Yağmurun hafif hafif çiselemeye başladığı bir İstanbul sabahında Karaköy’ün sevilen kahvaltı durağı olan Galata Simitçisi’nin yolunu tuttum. Simitçinin önündeki küçük masalardan birine oturdum. Bir yandan Karaköy’ün güzel köpeklerini ve sakin sokaklarını izlerken bir yandan da tavşan kanı çayımı hızlı hızlı yudumladım. Sonra ver elini Karaköy İskelesi… Tam on beş dakika sonra Fener iskelesinde indim.
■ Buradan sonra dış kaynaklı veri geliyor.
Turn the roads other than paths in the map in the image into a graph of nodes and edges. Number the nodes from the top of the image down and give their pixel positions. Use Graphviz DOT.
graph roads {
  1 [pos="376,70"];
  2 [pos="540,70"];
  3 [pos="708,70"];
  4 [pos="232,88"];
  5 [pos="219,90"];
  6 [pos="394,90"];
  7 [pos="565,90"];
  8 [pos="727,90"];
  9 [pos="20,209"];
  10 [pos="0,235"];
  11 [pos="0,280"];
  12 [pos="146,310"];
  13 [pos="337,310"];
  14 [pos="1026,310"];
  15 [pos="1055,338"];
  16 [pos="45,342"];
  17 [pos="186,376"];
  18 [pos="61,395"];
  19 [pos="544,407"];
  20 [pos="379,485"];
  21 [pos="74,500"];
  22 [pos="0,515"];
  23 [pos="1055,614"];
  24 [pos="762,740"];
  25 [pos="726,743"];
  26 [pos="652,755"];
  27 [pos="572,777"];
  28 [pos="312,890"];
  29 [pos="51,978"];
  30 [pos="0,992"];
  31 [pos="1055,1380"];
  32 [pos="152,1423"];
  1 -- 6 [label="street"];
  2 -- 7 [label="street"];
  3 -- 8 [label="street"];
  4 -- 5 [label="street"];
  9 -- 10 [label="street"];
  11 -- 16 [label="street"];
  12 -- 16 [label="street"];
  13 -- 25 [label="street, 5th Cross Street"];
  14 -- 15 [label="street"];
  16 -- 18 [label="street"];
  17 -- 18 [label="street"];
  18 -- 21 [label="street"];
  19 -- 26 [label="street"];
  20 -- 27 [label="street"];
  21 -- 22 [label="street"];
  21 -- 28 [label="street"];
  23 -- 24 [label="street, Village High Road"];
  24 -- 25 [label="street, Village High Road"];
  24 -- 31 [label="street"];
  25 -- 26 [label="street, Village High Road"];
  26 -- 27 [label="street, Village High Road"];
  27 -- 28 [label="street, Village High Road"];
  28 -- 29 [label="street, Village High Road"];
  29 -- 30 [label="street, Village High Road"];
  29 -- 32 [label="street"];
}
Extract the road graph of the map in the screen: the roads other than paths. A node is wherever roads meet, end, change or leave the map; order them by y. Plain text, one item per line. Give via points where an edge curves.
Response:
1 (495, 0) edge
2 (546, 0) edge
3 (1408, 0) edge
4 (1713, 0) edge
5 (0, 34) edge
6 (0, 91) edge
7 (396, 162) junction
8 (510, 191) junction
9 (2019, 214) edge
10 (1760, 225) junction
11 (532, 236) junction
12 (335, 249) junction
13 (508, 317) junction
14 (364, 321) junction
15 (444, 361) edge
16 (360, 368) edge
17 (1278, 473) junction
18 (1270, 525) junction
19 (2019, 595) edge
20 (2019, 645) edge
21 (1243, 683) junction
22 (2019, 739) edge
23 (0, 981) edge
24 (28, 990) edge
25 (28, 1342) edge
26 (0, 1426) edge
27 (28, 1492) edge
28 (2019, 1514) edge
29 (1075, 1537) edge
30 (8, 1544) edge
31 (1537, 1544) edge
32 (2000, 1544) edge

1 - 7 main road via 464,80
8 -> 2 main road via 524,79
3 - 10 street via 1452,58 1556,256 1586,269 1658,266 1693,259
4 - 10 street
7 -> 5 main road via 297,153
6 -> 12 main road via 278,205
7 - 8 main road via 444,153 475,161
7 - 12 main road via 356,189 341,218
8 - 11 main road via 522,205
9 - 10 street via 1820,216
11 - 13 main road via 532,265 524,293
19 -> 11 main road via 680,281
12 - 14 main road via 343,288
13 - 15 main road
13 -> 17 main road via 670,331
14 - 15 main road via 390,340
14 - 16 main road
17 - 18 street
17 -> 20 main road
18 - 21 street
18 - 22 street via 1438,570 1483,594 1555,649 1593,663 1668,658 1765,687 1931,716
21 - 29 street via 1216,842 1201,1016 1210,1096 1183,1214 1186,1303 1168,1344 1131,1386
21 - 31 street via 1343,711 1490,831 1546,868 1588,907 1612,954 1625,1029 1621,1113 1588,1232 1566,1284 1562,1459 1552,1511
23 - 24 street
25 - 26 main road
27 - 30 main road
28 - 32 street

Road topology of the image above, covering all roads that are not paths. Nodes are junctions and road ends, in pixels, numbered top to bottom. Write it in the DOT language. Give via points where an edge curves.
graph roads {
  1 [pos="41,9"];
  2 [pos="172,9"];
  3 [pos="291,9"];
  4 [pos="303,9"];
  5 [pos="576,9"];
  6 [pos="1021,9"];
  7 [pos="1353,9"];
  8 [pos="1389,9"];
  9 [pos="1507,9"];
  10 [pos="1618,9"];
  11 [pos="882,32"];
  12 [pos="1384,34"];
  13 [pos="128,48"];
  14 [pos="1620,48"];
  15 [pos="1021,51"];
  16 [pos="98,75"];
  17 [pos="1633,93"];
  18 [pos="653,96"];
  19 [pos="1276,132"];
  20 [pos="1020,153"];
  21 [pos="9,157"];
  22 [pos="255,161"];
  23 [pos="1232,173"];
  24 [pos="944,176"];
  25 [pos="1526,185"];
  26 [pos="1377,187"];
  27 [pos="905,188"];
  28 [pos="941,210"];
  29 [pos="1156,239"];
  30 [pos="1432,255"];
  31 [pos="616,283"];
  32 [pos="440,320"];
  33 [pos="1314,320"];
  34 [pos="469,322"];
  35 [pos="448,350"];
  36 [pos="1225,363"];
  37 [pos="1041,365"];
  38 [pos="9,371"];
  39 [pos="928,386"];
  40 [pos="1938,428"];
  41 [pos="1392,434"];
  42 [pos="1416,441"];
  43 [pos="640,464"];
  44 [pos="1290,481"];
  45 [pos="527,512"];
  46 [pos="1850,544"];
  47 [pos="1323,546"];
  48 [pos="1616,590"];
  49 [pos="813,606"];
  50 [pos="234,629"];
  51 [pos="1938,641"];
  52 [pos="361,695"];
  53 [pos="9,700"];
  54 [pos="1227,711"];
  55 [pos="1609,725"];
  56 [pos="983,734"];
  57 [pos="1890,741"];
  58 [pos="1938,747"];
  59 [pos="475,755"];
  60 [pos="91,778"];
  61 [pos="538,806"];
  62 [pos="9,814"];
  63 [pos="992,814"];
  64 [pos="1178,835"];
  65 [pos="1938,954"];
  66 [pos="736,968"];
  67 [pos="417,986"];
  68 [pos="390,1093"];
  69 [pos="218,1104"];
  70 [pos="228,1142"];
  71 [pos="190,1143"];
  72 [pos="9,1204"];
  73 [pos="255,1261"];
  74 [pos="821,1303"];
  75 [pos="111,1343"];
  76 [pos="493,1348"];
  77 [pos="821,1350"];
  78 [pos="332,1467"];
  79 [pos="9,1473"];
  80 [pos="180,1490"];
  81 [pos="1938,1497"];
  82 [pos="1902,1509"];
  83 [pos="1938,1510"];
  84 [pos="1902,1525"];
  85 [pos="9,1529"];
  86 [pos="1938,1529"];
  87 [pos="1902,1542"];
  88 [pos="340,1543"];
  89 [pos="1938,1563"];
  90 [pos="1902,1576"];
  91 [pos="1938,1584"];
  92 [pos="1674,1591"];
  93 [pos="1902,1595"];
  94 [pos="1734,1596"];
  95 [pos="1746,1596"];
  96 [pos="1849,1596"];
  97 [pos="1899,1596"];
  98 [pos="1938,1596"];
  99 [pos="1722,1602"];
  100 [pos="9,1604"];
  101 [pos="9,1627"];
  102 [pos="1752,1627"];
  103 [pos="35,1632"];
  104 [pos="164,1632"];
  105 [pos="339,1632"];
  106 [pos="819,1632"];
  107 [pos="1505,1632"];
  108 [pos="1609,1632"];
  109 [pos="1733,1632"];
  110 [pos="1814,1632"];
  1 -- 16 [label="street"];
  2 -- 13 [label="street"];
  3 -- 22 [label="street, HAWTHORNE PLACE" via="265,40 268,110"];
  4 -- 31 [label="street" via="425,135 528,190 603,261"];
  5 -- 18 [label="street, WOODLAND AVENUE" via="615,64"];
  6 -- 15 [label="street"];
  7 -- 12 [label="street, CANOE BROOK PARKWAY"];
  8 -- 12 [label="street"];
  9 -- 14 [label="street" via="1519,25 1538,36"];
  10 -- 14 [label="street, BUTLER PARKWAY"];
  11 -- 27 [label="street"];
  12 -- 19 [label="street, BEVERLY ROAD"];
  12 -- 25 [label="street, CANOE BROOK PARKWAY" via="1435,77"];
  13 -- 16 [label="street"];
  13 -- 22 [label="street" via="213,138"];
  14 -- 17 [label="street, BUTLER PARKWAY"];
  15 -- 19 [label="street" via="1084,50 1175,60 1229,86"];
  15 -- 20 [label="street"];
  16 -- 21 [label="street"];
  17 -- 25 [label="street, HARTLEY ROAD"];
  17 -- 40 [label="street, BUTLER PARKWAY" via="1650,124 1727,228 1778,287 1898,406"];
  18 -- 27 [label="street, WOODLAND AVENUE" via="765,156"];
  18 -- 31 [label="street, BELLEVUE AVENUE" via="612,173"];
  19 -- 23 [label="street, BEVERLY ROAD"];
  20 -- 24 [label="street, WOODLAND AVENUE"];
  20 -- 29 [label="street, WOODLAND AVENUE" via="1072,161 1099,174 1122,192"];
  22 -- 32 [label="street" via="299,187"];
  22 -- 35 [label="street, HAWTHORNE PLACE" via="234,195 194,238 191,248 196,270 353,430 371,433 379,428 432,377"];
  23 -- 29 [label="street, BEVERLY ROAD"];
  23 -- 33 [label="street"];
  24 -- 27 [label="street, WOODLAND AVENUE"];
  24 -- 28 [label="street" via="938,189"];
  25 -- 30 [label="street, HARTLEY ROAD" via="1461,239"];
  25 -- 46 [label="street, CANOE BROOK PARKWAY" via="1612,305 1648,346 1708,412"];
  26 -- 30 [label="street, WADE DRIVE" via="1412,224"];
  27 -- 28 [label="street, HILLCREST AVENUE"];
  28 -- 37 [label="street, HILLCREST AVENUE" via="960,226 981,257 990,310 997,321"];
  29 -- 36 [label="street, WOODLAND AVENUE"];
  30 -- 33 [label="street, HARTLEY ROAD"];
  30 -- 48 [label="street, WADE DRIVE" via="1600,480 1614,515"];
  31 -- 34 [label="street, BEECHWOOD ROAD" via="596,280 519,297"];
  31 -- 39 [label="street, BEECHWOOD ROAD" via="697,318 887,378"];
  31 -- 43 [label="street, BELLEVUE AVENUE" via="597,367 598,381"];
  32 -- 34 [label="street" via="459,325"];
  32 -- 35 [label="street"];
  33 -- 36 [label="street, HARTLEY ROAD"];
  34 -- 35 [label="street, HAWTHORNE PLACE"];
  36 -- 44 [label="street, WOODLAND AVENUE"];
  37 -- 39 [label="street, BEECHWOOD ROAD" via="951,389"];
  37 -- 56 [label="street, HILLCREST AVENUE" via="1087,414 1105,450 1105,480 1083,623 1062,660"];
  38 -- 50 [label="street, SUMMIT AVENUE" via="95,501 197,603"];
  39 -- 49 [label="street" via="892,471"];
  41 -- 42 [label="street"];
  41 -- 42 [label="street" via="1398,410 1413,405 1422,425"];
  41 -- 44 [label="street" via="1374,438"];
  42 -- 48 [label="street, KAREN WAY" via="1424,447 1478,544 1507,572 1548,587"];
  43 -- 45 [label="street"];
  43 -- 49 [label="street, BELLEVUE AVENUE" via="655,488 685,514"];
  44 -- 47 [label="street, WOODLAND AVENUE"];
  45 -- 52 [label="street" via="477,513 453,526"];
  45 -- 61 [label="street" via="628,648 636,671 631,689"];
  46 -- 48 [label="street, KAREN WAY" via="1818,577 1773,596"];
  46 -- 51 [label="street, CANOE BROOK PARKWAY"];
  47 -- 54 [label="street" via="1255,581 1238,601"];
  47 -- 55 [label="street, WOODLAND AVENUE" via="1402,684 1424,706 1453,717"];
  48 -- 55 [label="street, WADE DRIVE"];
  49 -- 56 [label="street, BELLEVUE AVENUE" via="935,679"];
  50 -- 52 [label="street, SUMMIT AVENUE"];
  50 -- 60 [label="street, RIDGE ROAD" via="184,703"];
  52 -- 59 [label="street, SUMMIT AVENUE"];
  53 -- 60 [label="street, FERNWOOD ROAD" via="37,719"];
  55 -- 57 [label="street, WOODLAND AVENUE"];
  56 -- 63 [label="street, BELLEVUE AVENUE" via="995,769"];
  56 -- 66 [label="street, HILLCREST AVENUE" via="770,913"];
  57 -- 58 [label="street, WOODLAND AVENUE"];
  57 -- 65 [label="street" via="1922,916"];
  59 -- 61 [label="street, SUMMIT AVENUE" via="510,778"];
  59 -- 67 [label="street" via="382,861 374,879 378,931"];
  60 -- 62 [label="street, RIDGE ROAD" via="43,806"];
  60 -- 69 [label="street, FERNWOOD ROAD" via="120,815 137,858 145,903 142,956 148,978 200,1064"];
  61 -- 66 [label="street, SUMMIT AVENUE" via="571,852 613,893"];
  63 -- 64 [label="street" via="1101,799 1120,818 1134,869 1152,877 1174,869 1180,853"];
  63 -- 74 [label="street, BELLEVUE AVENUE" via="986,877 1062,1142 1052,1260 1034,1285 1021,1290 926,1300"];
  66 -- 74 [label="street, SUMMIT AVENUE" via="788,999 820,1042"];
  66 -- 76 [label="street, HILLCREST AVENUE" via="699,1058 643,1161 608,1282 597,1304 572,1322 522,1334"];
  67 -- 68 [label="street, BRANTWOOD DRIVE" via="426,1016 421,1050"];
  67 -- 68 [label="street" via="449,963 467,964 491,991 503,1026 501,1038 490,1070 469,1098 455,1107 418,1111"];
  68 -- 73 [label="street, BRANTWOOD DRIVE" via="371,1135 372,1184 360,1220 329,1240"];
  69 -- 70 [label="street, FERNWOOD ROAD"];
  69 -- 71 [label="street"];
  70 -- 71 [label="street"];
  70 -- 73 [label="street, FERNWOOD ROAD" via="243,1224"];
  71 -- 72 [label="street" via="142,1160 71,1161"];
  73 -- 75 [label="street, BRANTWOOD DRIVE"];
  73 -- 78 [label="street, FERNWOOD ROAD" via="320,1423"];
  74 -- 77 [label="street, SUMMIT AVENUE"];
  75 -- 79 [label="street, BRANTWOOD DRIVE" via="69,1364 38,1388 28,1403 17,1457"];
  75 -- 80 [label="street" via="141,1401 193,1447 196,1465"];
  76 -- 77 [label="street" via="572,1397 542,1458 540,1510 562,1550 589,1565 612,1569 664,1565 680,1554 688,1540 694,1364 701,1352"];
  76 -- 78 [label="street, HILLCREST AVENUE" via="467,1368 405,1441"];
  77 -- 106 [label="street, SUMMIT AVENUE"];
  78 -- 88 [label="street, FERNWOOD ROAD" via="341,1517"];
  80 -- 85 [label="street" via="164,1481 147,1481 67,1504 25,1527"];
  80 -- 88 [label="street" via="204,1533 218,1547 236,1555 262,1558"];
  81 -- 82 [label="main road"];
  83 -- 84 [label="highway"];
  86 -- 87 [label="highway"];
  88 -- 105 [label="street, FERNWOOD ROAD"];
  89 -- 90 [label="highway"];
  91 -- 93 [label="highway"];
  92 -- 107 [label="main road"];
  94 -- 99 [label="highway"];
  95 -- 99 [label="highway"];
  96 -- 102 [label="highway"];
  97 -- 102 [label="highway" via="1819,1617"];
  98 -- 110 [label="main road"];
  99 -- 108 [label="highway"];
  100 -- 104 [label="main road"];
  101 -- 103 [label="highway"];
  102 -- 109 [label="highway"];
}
Balat’ın içine girmeden önce gerçek adı Bulgar Sveti Stefan Kilisesi olan ama halk arasında Demir Kilise olarak bilinen yapının detaylarını incelerken tekrar hayran kaldım.

Popstel Balat
Popstel Balat |Fotoğraf: Elif Serter

Balat’ın içine dalıp şöyle bir sokaklarında dolandıktan sonra merak ettiğim mekânın turkuaz kapısından içeri girdim. Burası yanlış hatırlamıyorsam üç katlı, eski bir bina fakat oldukça zevkli restore edilmiş. Mekân, bütün tarihi yarımadayı ayağının altına alan bir terasa sahip. Bu terasa adımınızı attığınızda sağ tarafınızda enfes bir Haliç manzarası, sol tarafınızda ise görkemli Özel Fener Rum lisesi yani halk arasında bilinen adıyla Kırmızı Mektep kalıyor. Sancaklar Yokuşunda bulunan ve tarihi 1454 yılına dayanan bu okul, İstanbul’da halen eğitim veren üç Rum okulundan biri. Ayrıca okul bu ihtişamlı mimarisini ise, Kostantin Dimadis’in Marsilya’dan getirdiği kırmızı tuğlalara ve granitlere borçlu.

Popstel Balat
Popstel Balat | Fotoğraf: Elif Serter

Popstel aynı zamanda hostel, suit ve atölye olarak da kullanılıyor. Her cumartesi sabahı saat 11’de yoga dersleri veriliyor. Mutfakta mis gibi kokular birbirine karışınca insan mekanın lezzetlerini oldukça merak ediyor tabii. Çok amaçlı kullanılan bu mekanın menüsü aslında oldukça sade, kısa ve öz dediklerimizden. Fiyatların ise standart Balat fiyatlarından bir tık daha yüksek olduğunu söyleyebilirim. Çaylar chado tea, kahveler coffee departmant, kruvasanlar ise Fransa’dan. Ayrıca garsonlar oldukça anlayışlı, yardımsever ve güler yüzlü. Eh daha ne olsun! 🙂

Son olarak yazımı sizi rezervasyon yapmanız konusunda uyararak bitirmek istiyorum. Şehirdeki pek çok farklı deneyimi bünyesinde toplayan bu mekana uygun bir zamanınızda mutlaka uğramanızı, bu lezzetlerden tatmanızı ve Haliç’e karşı kahvenizi yudumlamanızı tavsiye ediyorum!